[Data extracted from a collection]
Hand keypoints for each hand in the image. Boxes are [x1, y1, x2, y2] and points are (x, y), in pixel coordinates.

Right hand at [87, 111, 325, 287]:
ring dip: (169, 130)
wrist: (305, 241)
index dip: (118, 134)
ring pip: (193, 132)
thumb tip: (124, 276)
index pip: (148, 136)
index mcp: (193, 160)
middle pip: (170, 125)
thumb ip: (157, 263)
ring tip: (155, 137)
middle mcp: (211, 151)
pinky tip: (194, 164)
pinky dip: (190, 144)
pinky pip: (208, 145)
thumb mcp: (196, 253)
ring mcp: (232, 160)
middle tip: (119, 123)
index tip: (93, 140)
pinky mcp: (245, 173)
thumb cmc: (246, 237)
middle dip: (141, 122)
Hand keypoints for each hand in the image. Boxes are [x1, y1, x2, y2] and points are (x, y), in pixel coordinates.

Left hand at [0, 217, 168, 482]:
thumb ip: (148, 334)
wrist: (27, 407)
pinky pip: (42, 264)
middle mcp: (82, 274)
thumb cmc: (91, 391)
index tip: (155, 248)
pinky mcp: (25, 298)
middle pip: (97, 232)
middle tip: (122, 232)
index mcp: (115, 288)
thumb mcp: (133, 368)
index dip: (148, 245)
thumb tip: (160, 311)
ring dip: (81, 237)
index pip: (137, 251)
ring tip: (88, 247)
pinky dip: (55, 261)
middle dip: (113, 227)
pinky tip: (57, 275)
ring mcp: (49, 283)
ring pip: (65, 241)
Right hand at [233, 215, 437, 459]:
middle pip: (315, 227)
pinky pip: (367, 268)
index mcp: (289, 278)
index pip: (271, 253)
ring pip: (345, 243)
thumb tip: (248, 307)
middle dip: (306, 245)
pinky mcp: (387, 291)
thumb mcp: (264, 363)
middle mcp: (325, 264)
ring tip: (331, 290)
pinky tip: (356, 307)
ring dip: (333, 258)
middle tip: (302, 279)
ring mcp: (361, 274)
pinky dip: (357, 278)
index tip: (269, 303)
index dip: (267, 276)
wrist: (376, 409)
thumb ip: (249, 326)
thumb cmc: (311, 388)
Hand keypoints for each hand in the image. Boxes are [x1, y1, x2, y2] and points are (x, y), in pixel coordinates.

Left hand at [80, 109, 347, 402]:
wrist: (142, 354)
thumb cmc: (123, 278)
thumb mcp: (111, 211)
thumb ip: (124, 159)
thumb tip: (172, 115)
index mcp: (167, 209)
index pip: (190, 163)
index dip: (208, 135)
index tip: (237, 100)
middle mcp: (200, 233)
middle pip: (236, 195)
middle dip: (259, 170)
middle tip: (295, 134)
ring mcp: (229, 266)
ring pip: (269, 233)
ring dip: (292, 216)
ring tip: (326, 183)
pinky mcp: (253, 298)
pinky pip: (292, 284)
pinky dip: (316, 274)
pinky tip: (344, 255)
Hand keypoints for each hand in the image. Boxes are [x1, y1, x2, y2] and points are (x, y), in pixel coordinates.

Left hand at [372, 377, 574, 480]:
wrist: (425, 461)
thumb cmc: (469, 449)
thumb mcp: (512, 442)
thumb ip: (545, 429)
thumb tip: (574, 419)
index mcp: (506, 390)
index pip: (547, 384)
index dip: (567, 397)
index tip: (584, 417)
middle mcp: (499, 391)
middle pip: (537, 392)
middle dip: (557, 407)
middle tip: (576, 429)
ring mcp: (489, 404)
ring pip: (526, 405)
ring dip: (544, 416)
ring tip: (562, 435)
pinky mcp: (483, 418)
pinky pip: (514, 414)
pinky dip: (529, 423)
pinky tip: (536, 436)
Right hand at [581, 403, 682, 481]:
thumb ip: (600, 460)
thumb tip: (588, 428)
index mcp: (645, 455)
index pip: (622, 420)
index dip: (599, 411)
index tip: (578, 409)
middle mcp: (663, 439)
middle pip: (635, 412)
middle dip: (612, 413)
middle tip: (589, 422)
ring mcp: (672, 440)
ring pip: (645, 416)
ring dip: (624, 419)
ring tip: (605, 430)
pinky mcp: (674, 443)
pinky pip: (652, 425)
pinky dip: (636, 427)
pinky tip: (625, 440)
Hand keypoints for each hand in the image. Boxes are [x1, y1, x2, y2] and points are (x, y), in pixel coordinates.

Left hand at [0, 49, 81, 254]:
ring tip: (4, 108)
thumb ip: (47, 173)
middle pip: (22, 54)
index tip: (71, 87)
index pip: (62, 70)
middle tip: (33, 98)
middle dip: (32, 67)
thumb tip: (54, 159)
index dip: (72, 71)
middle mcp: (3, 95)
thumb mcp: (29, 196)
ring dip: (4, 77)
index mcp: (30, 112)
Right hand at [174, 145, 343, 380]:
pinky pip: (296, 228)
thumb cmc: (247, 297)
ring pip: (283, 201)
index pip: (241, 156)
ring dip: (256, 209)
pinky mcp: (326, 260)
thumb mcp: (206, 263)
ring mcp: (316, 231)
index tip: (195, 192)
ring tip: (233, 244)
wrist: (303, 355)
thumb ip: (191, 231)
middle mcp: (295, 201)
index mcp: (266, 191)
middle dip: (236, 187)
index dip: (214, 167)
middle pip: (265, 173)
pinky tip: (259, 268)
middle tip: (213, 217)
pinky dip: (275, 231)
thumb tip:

--

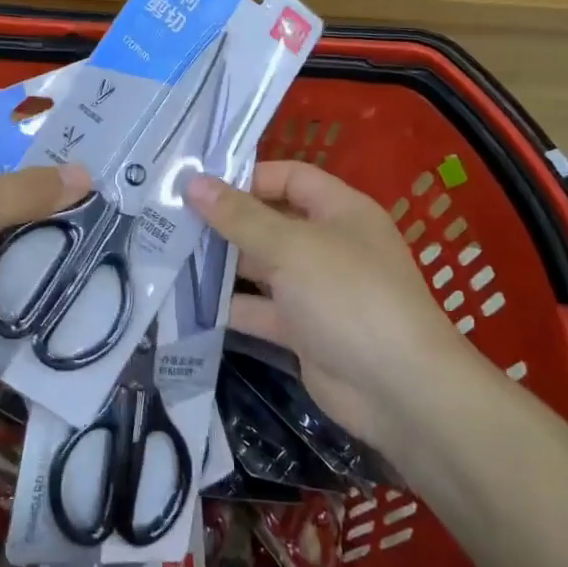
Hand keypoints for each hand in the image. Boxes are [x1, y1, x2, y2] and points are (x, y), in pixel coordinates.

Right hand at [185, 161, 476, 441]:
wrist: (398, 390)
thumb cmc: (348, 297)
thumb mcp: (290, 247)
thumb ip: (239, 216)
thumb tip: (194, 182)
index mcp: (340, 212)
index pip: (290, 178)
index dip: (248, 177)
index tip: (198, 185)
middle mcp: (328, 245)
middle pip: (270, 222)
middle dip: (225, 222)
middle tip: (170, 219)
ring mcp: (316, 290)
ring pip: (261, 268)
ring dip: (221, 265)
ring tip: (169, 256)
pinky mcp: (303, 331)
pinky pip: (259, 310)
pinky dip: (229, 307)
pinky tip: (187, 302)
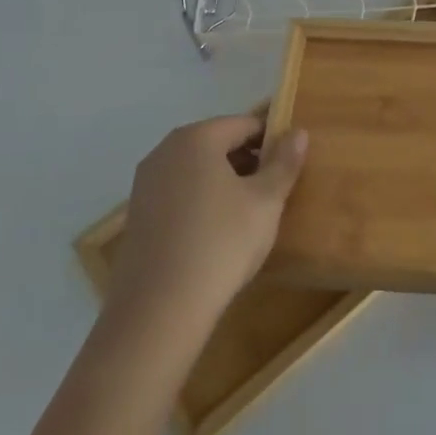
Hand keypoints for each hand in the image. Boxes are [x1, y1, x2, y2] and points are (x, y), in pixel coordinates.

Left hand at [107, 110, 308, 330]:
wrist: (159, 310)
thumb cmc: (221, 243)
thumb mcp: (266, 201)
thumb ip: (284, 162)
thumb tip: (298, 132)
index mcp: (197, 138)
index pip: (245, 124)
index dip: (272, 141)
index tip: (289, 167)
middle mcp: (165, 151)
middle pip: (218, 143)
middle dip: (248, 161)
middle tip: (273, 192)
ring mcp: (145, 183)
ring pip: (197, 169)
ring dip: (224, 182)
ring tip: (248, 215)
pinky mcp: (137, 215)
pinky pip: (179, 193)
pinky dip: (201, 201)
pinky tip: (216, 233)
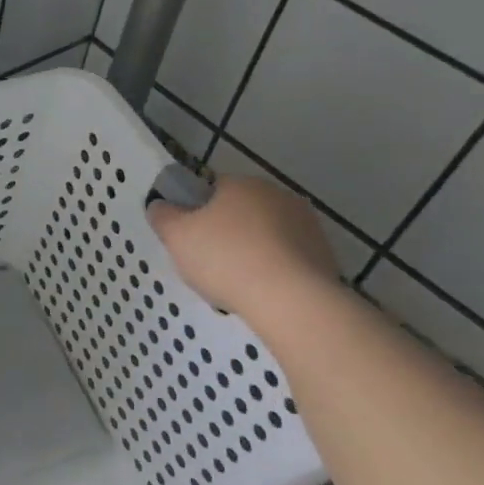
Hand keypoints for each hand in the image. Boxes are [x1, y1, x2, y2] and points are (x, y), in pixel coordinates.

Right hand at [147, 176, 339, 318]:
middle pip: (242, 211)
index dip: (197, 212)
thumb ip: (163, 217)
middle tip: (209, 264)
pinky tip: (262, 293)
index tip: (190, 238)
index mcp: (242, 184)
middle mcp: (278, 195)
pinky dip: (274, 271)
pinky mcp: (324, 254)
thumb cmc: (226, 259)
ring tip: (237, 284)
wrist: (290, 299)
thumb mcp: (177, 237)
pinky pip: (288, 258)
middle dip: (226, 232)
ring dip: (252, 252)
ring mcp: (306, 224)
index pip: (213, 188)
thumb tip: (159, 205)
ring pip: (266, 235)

---

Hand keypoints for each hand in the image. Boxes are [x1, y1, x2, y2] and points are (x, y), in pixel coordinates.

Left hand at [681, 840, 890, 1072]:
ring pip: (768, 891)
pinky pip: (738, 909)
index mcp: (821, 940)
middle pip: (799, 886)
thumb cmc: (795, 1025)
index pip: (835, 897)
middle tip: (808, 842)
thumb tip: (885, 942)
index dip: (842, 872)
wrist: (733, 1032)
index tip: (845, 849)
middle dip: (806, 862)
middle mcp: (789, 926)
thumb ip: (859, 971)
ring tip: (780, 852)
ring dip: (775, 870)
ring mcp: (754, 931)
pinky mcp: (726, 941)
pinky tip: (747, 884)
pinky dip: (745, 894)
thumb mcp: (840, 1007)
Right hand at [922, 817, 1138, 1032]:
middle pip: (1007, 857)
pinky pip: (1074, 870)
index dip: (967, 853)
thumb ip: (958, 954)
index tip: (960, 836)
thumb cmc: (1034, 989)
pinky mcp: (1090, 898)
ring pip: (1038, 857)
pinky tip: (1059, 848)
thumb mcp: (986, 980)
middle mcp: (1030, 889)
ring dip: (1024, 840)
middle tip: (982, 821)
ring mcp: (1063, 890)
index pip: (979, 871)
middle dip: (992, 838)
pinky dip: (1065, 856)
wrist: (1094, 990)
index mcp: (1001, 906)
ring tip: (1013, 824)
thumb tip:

> WHAT YOU ARE ASKED TO DO
Copy every line of the entries in which "Left" can be found.

> REPLY TO THE TASK
Left hand at [0, 217, 168, 482]:
Left hand at [80, 109, 347, 402]:
Left hand at [372, 377, 574, 480]:
Left hand at [0, 49, 81, 254]:
Left hand at [107, 110, 308, 330]:
Left hand at [681, 840, 890, 1072]:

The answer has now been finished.